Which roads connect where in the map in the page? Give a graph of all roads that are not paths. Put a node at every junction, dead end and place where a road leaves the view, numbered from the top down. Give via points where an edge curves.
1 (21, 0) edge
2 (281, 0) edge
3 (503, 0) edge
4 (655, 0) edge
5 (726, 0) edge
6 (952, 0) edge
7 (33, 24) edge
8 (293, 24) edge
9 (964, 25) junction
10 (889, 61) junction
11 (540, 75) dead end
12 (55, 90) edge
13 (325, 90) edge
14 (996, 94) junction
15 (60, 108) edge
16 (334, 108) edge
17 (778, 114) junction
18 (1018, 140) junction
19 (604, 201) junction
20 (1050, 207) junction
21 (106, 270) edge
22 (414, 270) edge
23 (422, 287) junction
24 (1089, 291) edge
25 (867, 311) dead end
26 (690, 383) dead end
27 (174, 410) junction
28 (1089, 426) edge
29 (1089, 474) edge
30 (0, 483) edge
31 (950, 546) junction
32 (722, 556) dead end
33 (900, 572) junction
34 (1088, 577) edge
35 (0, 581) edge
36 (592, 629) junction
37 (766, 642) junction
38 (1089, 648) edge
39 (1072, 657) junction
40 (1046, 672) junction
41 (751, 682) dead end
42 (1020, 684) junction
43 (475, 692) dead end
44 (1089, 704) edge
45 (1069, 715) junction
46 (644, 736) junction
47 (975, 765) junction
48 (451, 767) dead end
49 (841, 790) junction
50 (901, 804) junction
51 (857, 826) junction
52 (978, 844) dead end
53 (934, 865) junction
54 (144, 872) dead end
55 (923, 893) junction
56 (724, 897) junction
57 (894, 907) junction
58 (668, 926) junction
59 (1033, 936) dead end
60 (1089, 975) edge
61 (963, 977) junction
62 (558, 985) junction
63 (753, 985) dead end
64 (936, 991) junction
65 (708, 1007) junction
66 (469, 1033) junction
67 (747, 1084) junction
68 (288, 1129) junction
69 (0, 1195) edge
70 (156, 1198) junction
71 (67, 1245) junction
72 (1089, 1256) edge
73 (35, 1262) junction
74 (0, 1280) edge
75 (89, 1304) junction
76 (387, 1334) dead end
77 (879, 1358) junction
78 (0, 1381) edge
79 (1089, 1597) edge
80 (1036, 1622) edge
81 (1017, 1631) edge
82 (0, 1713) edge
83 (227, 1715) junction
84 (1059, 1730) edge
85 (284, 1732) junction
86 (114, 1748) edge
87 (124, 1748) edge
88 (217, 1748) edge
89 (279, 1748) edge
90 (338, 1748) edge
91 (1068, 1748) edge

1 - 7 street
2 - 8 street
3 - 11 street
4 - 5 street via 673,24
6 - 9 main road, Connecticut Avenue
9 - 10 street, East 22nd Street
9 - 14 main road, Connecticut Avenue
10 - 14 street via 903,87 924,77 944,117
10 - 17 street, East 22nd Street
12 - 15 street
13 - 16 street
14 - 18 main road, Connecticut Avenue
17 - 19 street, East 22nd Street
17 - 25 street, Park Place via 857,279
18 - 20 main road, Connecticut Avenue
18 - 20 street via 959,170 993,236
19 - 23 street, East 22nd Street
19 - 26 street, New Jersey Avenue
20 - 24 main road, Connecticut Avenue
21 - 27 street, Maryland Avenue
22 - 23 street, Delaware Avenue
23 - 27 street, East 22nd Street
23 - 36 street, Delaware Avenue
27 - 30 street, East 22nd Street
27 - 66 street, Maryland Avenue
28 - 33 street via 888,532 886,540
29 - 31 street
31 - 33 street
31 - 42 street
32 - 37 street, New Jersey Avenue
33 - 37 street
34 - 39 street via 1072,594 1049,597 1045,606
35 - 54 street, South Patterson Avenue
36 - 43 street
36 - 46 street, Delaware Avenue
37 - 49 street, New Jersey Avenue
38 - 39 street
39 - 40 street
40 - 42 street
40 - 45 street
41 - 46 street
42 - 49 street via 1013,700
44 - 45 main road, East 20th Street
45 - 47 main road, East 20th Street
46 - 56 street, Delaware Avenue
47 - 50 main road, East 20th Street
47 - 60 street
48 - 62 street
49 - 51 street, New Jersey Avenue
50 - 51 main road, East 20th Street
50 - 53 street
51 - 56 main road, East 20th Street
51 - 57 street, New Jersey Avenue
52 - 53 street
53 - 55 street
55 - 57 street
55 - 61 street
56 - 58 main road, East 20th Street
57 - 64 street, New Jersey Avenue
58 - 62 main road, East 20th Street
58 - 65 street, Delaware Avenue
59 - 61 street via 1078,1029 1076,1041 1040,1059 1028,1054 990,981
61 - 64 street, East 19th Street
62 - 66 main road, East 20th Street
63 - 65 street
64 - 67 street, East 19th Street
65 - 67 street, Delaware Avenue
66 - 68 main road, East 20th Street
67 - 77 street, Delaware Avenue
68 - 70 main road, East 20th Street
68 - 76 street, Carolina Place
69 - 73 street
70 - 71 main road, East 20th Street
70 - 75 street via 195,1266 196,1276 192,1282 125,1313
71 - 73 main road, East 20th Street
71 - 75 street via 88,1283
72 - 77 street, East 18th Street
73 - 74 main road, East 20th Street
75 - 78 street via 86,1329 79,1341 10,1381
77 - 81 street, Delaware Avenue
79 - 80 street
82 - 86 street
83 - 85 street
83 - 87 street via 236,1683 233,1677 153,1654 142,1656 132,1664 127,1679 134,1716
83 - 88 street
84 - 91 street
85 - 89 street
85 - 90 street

========================

# Your goal:
A verbatim copy of all the entries is the expected result.

# Problem solution:
Which roads connect where in the map in the page? Give a graph of all roads that are not paths. Put a node at every junction, dead end and place where a road leaves the view, numbered from the top down. Give via points where an edge curves.
1 (21, 0) edge
2 (281, 0) edge
3 (503, 0) edge
4 (655, 0) edge
5 (726, 0) edge
6 (952, 0) edge
7 (33, 24) edge
8 (293, 24) edge
9 (964, 25) junction
10 (889, 61) junction
11 (540, 75) dead end
12 (55, 90) edge
13 (325, 90) edge
14 (996, 94) junction
15 (60, 108) edge
16 (334, 108) edge
17 (778, 114) junction
18 (1018, 140) junction
19 (604, 201) junction
20 (1050, 207) junction
21 (106, 270) edge
22 (414, 270) edge
23 (422, 287) junction
24 (1089, 291) edge
25 (867, 311) dead end
26 (690, 383) dead end
27 (174, 410) junction
28 (1089, 426) edge
29 (1089, 474) edge
30 (0, 483) edge
31 (950, 546) junction
32 (722, 556) dead end
33 (900, 572) junction
34 (1088, 577) edge
35 (0, 581) edge
36 (592, 629) junction
37 (766, 642) junction
38 (1089, 648) edge
39 (1072, 657) junction
40 (1046, 672) junction
41 (751, 682) dead end
42 (1020, 684) junction
43 (475, 692) dead end
44 (1089, 704) edge
45 (1069, 715) junction
46 (644, 736) junction
47 (975, 765) junction
48 (451, 767) dead end
49 (841, 790) junction
50 (901, 804) junction
51 (857, 826) junction
52 (978, 844) dead end
53 (934, 865) junction
54 (144, 872) dead end
55 (923, 893) junction
56 (724, 897) junction
57 (894, 907) junction
58 (668, 926) junction
59 (1033, 936) dead end
60 (1089, 975) edge
61 (963, 977) junction
62 (558, 985) junction
63 (753, 985) dead end
64 (936, 991) junction
65 (708, 1007) junction
66 (469, 1033) junction
67 (747, 1084) junction
68 (288, 1129) junction
69 (0, 1195) edge
70 (156, 1198) junction
71 (67, 1245) junction
72 (1089, 1256) edge
73 (35, 1262) junction
74 (0, 1280) edge
75 (89, 1304) junction
76 (387, 1334) dead end
77 (879, 1358) junction
78 (0, 1381) edge
79 (1089, 1597) edge
80 (1036, 1622) edge
81 (1017, 1631) edge
82 (0, 1713) edge
83 (227, 1715) junction
84 (1059, 1730) edge
85 (284, 1732) junction
86 (114, 1748) edge
87 (124, 1748) edge
88 (217, 1748) edge
89 (279, 1748) edge
90 (338, 1748) edge
91 (1068, 1748) edge

1 - 7 street
2 - 8 street
3 - 11 street
4 - 5 street via 673,24
6 - 9 main road, Connecticut Avenue
9 - 10 street, East 22nd Street
9 - 14 main road, Connecticut Avenue
10 - 14 street via 903,87 924,77 944,117
10 - 17 street, East 22nd Street
12 - 15 street
13 - 16 street
14 - 18 main road, Connecticut Avenue
17 - 19 street, East 22nd Street
17 - 25 street, Park Place via 857,279
18 - 20 main road, Connecticut Avenue
18 - 20 street via 959,170 993,236
19 - 23 street, East 22nd Street
19 - 26 street, New Jersey Avenue
20 - 24 main road, Connecticut Avenue
21 - 27 street, Maryland Avenue
22 - 23 street, Delaware Avenue
23 - 27 street, East 22nd Street
23 - 36 street, Delaware Avenue
27 - 30 street, East 22nd Street
27 - 66 street, Maryland Avenue
28 - 33 street via 888,532 886,540
29 - 31 street
31 - 33 street
31 - 42 street
32 - 37 street, New Jersey Avenue
33 - 37 street
34 - 39 street via 1072,594 1049,597 1045,606
35 - 54 street, South Patterson Avenue
36 - 43 street
36 - 46 street, Delaware Avenue
37 - 49 street, New Jersey Avenue
38 - 39 street
39 - 40 street
40 - 42 street
40 - 45 street
41 - 46 street
42 - 49 street via 1013,700
44 - 45 main road, East 20th Street
45 - 47 main road, East 20th Street
46 - 56 street, Delaware Avenue
47 - 50 main road, East 20th Street
47 - 60 street
48 - 62 street
49 - 51 street, New Jersey Avenue
50 - 51 main road, East 20th Street
50 - 53 street
51 - 56 main road, East 20th Street
51 - 57 street, New Jersey Avenue
52 - 53 street
53 - 55 street
55 - 57 street
55 - 61 street
56 - 58 main road, East 20th Street
57 - 64 street, New Jersey Avenue
58 - 62 main road, East 20th Street
58 - 65 street, Delaware Avenue
59 - 61 street via 1078,1029 1076,1041 1040,1059 1028,1054 990,981
61 - 64 street, East 19th Street
62 - 66 main road, East 20th Street
63 - 65 street
64 - 67 street, East 19th Street
65 - 67 street, Delaware Avenue
66 - 68 main road, East 20th Street
67 - 77 street, Delaware Avenue
68 - 70 main road, East 20th Street
68 - 76 street, Carolina Place
69 - 73 street
70 - 71 main road, East 20th Street
70 - 75 street via 195,1266 196,1276 192,1282 125,1313
71 - 73 main road, East 20th Street
71 - 75 street via 88,1283
72 - 77 street, East 18th Street
73 - 74 main road, East 20th Street
75 - 78 street via 86,1329 79,1341 10,1381
77 - 81 street, Delaware Avenue
79 - 80 street
82 - 86 street
83 - 85 street
83 - 87 street via 236,1683 233,1677 153,1654 142,1656 132,1664 127,1679 134,1716
83 - 88 street
84 - 91 street
85 - 89 street
85 - 90 street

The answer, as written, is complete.